More Americans are working at home, and working longer hours while they’re there, according to the U.S. Department of Labor.
In its latest American Time Use Survey (ATUS), the department found that 24% of all U.S. workers did some or all of their work from home last year, compared with 19% who worked from home in 2003, the first year the survey was conducted.
Those in management, business and financial occupations led all categories of remote workers, at 38%, with those working in the professions right behind at 35%.
Not only are there more Americans working from home, but the average time they do so has increased, up 40 minutes to 3.2 hours a week in 2015 since the first survey was conducted.
As Fast Company reports, the trend may reflect the growth of flex time.

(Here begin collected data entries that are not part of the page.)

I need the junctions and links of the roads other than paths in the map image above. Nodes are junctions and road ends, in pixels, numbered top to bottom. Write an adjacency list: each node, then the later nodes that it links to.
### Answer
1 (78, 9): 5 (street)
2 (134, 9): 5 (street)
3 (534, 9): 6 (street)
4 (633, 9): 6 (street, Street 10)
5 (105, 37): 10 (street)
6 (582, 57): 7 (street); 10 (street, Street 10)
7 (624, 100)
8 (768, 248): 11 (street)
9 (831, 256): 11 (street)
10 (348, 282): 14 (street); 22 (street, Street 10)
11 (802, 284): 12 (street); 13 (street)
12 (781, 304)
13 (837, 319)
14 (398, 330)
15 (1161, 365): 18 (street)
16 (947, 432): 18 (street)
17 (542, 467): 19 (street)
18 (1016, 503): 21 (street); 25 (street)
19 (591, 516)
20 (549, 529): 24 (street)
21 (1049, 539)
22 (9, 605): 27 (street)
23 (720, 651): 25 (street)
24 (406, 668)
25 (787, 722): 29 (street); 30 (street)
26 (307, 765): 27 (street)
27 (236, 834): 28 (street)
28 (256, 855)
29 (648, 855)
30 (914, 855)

A 2015 Workplace Trends study found that nearly a third of human resources managers spent over $40,000 implementing a flex-time program last year, and more than half say they’ll invest more in those initiatives this year.
Additionally, the Labor Department suggested that as more people work in the sharing economy, they’re picking up work of one sort or another that is not performed in an office.
In other findings from ATUS, only 7% of those with less than a high school education worked at home last year, compared with 39% of those with a bachelor’s degree or higher and over the age of 25.
Those with an associates degree or some college reported working from home 3.58 hours on an average day. “This is likely due to the types of jobs available for people without a degree [being] mostly service jobs that can’t be done from home,” Fast Company said.
Also impacting the home-or-office divide was the number of jobs a person holds. Multiple jobholders were more likely to work at home than were single jobholders, 36% compared with 23 percent.
The Labor Department collected its data based on interviews with nearly 11,000 people in 2015.